I was looking into golang contexts recently, and found that the WithCancel() is implemented in an interesting way.

func WithCancel(parent Context) (ctx Context, cancel CancelFunc) {
    if parent == nil {
        panic("cannot create context from nil parent")
    }
    c := newCancelCtx(parent)
    propagateCancel(parent, &c)
    return &c, func() { c.cancel(true, Canceled) }
}

WithCancel() returns a ctx, and also a func to cancel the very same context. Why is this done rather than introducing the .Cancel() as a func of the type itself, like

func (c *cancelCtx) Cancel() {
  c.cancel(true, Canceled)
} 

I understand using a func return type allows you to run a different func depending on runtime conditions, but there's no dynamic here - it's always the same func. Is this just because for the functional paradigm?

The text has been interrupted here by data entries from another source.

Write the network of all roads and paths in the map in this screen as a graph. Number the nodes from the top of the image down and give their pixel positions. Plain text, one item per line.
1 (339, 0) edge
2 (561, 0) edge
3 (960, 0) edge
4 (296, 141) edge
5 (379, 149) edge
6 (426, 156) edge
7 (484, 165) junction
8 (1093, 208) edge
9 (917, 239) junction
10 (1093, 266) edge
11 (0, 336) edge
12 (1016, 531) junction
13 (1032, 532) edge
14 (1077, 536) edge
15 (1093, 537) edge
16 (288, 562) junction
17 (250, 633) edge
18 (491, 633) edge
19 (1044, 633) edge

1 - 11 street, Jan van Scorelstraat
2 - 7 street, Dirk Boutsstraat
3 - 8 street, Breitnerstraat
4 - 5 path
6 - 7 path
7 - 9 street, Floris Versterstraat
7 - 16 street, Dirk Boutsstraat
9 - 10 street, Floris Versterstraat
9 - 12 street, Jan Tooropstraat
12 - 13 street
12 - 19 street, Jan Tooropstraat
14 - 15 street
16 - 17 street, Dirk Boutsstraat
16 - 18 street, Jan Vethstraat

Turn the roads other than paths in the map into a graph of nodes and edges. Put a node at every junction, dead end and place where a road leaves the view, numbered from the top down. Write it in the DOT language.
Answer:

Reference: https://cs.opensource.google/go/go/ /master:src/context/context.go;l=232-239?q=context&ss=go/go

CodePudding user response:

Not all contexts are cancel-able. You could argue that for those that aren't, the Cancel() method could be a no-op.

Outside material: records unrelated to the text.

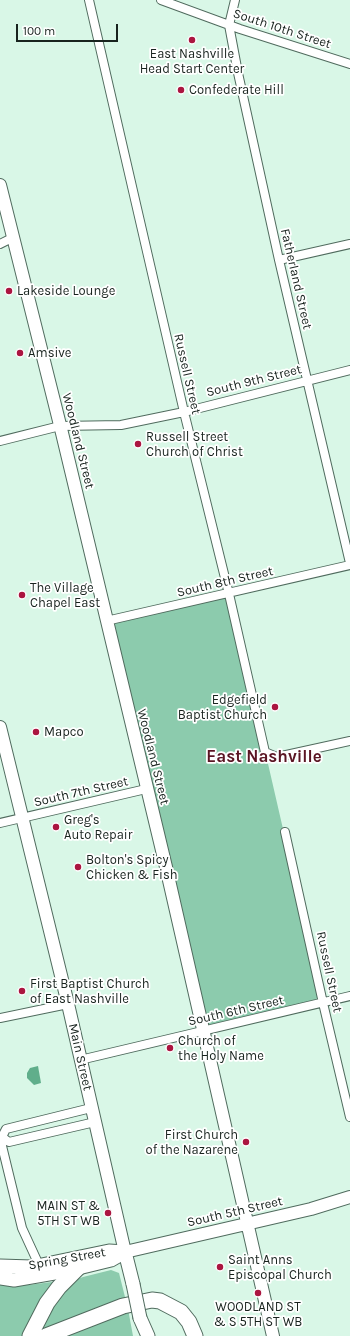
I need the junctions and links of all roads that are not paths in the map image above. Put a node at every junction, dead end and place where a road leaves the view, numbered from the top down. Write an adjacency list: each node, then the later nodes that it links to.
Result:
1 (89, 0): 13 (street, Russell Street)
2 (161, 0): 4 (street, South 10th Street)
3 (235, 0): 4 (street, Fatherland Street)
4 (229, 25): 5 (street, South 10th Street); 10 (street, Fatherland Street)
5 (350, 64)
6 (0, 185): 7 (street, Woodland Street)
7 (14, 237): 8 (street); 14 (street, Woodland Street)
8 (0, 244)
9 (350, 244): 10 (street)
10 (279, 260): 12 (street, Fatherland Street)
11 (350, 370): 12 (street, South 9th Street)
12 (306, 381): 13 (street, South 9th Street); 16 (street, Fatherland Street)
13 (184, 412): 14 (street, South 9th Street); 17 (street, Russell Street)
14 (60, 426): 15 (street, South 9th Street); 18 (street, Woodland Street)
15 (0, 441)
16 (350, 564): 17 (street, South 8th Street)
17 (229, 594): 18 (street, South 8th Street); 20 (street, Russell Street)
18 (106, 621): 21 (street, Woodland Street)
19 (0, 727): 22 (street, Main Street)
20 (350, 741)
21 (146, 789): 22 (street, South 7th Street); 29 (street, Woodland Street)
22 (22, 818): 23 (street, South 7th Street); 27 (street, Main Street)
23 (0, 823)
24 (285, 832): 26 (street, Russell Street)
25 (350, 996): 26 (street, South 6th Street)
26 (323, 1003): 29 (street, South 6th Street); 32 (street, Russell Street)
27 (68, 1004): 28 (street); 30 (street, Main Street)
28 (0, 1018)
29 (202, 1030): 30 (street, South 6th Street); 38 (street, Woodland Street)
30 (80, 1060): 31 (street, Main Street)
31 (91, 1108): 33 (street); 34 (street, Main Street)
32 (350, 1117)
33 (32, 1122): 35 (street); 36 (street)
34 (95, 1122): 35 (street); 39 (street, Main Street)
35 (35, 1136): 36 (street)
36 (2, 1137): 40 (street)
37 (350, 1197): 38 (street, South 5th Street)
38 (247, 1223): 39 (street, South 5th Street); 50 (street, Woodland Street)
39 (125, 1252): 40 (main road, Spring Street); 42 (main road, Spring Street); 44 (main road, Main Street, bridge)
40 (39, 1265): 41 (main road, Spring Street)
41 (0, 1266)
42 (78, 1268): 43 (main road, Spring Street); 45 (highway)
43 (0, 1278)
44 (140, 1318): 47 (main road); 48 (main road)
45 (30, 1336)
46 (46, 1336): 49 (highway)
47 (139, 1336)
48 (148, 1336)
49 (195, 1336)
50 (273, 1336)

But then you would always have to call Cancel() whenever you work with context.Context because you don't (can't) know whether it truly needs cancelling. This would be unnecessary in a lot of cases, would make code slower (cancel functions are usually called deferred) and would bloat the code.

Also, the power of cancelling a context is for its creator only. The creator may choose to share this responsibility by passing / sharing the cancel function, but if doesn't, sharing the context alone does not allow (should not allow) cancelling it. If Cancel() would be part of context.Context, this restriction could not be enforced. For details, see Cancel context from child.

Interfaces–especially those widely used–should be small and a minimum, not containing all, rarely useful things.